[net-next,v12,09/18] net: ethernet: mtk_eth_soc: Fix link status for none-SGMII modes

Message ID 1590fb0e69f6243ac6a961b16bf7ae7534f46949.1678201958.git.daniel@makrotopia.org
State New
Headers
Series net: ethernet: mtk_eth_soc: various enhancements |

Commit Message

Daniel Golle March 7, 2023, 3:54 p.m. UTC
  Link partner advertised link modes are not reported by the SerDes
hardware if not operating in SGMII mode. Hence we cannot use
phylink_mii_c22_pcs_decode_state() in this case.
Implement reporting link and an_complete only and use speed according to
the interface mode.

Fixes: 14a44ab0330d ("net: mtk_eth_soc: partially convert to phylink_pcs")
Signed-off-by: Daniel Golle <daniel@makrotopia.org>
---
 drivers/net/ethernet/mediatek/mtk_sgmii.c | 26 ++++++++++++++++++-----
 1 file changed, 21 insertions(+), 5 deletions(-)
  

Comments

Frank Wunderlich March 7, 2023, 6:50 p.m. UTC | #1
> Gesendet: Dienstag, 07. März 2023 um 16:54 Uhr
> Von: "Daniel Golle" <daniel@makrotopia.org>
> Link partner advertised link modes are not reported by the SerDes
> hardware if not operating in SGMII mode. Hence we cannot use
> phylink_mii_c22_pcs_decode_state() in this case.
> Implement reporting link and an_complete only and use speed according to
> the interface mode.

Hi,

have tested Parts 1-12 this on bananapi-r3 (mt7986) with 1G Fiber SFP (no 2g5 available yet) on gmac1 and lan4 (mt7531 p5)

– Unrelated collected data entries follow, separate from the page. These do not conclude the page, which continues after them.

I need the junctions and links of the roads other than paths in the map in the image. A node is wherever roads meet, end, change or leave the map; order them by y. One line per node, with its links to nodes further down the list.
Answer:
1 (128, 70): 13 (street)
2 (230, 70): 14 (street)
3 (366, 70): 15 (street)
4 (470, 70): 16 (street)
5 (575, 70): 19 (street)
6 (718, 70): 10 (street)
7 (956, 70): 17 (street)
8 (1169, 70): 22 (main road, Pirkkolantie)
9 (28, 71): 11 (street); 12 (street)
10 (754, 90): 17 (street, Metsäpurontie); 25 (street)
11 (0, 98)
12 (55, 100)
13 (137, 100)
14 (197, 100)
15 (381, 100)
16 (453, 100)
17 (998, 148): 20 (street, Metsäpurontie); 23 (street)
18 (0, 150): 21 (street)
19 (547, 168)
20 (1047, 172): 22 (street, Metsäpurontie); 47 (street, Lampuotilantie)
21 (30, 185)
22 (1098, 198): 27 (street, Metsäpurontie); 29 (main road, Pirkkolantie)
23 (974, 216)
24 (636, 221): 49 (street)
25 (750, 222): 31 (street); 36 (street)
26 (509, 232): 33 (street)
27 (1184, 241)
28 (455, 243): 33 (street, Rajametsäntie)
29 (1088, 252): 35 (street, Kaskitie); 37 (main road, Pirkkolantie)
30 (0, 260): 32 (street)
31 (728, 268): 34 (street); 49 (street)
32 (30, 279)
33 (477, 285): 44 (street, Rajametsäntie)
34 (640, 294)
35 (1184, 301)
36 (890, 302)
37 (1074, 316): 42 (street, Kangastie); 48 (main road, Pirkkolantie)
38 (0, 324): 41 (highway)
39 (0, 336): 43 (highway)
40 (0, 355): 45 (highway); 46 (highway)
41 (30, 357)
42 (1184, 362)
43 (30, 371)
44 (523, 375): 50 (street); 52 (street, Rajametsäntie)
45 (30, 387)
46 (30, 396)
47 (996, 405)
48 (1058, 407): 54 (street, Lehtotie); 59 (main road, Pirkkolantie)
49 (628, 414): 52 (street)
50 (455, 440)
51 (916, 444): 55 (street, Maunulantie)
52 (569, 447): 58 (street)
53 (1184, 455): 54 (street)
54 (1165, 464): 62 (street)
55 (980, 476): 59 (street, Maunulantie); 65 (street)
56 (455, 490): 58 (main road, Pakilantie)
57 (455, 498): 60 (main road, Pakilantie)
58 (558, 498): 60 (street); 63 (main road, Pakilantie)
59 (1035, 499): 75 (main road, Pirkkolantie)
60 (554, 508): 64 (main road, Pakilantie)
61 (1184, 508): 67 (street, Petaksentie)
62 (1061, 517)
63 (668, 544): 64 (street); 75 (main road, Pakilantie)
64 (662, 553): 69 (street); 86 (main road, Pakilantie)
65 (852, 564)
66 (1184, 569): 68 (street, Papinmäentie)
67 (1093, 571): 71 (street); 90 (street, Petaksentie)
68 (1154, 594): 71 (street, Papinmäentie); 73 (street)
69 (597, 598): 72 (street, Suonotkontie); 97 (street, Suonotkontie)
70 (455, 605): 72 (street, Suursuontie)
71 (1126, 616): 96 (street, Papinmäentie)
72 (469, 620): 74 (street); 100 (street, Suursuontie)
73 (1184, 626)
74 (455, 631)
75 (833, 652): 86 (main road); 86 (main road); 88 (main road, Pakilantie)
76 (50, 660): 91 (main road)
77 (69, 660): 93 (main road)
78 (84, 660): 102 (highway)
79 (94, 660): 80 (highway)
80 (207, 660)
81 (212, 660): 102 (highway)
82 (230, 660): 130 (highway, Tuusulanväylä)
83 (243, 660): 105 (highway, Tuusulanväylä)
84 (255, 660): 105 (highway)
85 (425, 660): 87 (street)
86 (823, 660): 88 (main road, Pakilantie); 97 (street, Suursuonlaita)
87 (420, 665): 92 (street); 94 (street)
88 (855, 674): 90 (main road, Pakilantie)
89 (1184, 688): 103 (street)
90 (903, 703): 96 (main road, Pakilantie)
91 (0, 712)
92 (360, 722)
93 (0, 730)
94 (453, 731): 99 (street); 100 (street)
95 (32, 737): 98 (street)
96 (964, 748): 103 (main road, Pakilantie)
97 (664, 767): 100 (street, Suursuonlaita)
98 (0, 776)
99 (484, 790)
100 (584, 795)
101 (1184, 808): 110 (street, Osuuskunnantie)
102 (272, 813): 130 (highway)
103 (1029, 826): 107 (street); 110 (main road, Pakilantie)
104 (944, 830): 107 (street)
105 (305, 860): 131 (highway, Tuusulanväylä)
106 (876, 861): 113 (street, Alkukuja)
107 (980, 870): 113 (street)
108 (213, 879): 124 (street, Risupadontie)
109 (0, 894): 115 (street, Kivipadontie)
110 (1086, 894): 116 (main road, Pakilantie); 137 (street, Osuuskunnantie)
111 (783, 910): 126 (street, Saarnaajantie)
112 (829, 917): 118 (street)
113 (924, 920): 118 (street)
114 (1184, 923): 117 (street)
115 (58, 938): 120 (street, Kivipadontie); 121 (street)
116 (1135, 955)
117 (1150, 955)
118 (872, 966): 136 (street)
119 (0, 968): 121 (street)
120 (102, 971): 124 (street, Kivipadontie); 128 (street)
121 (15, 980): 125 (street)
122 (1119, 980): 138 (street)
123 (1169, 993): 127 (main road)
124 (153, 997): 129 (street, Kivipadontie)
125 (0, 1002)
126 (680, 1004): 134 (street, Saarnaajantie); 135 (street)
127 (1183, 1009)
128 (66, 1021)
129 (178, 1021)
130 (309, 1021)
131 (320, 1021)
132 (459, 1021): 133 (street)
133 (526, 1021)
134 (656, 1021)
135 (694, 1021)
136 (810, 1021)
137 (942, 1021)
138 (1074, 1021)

Tested-by: Frank Wunderlich <frank-w@public-files.de>

Thx Daniel for working on SFP support :)

regards Frank
  
Russell King (Oracle) March 8, 2023, 11:38 a.m. UTC | #2
On Tue, Mar 07, 2023 at 03:54:11PM +0000, Daniel Golle wrote:
> Link partner advertised link modes are not reported by the SerDes
> hardware if not operating in SGMII mode. Hence we cannot use
> phylink_mii_c22_pcs_decode_state() in this case.
> Implement reporting link and an_complete only and use speed according to
> the interface mode.
> 
> Fixes: 14a44ab0330d ("net: mtk_eth_soc: partially convert to phylink_pcs")
> Signed-off-by: Daniel Golle <daniel@makrotopia.org>

This has been proven to work by Frank Wunderlich last October, so by
making this change, you will be regressing his setup.

What are you testing against? Have you proven independently that the
link partner is indeed sending a valid advertisement for the LPA
register to be filled in?
  
Frank Wunderlich March 8, 2023, 11:44 a.m. UTC | #3
Am 8. März 2023 12:38:31 MEZ schrieb "Russell King (Oracle)" <linux@armlinux.org.uk>:
>On Tue, Mar 07, 2023 at 03:54:11PM +0000, Daniel Golle wrote:
>> Link partner advertised link modes are not reported by the SerDes
>> hardware if not operating in SGMII mode. Hence we cannot use
>> phylink_mii_c22_pcs_decode_state() in this case.
>> Implement reporting link and an_complete only and use speed according to
>> the interface mode.
>> 
>> Fixes: 14a44ab0330d ("net: mtk_eth_soc: partially convert to phylink_pcs")
>> Signed-off-by: Daniel Golle <daniel@makrotopia.org>
>
>This has been proven to work by Frank Wunderlich last October, so by
>making this change, you will be regressing his setup.

Hi

My tests were done with 1 kind of 1g fibre sfp as i only have these atm...have ordered some 2g5 rj54 ones,but don't have them yet. I'm not sure if they are working with/without sgmii (1000base-X) and if they have builtin phy.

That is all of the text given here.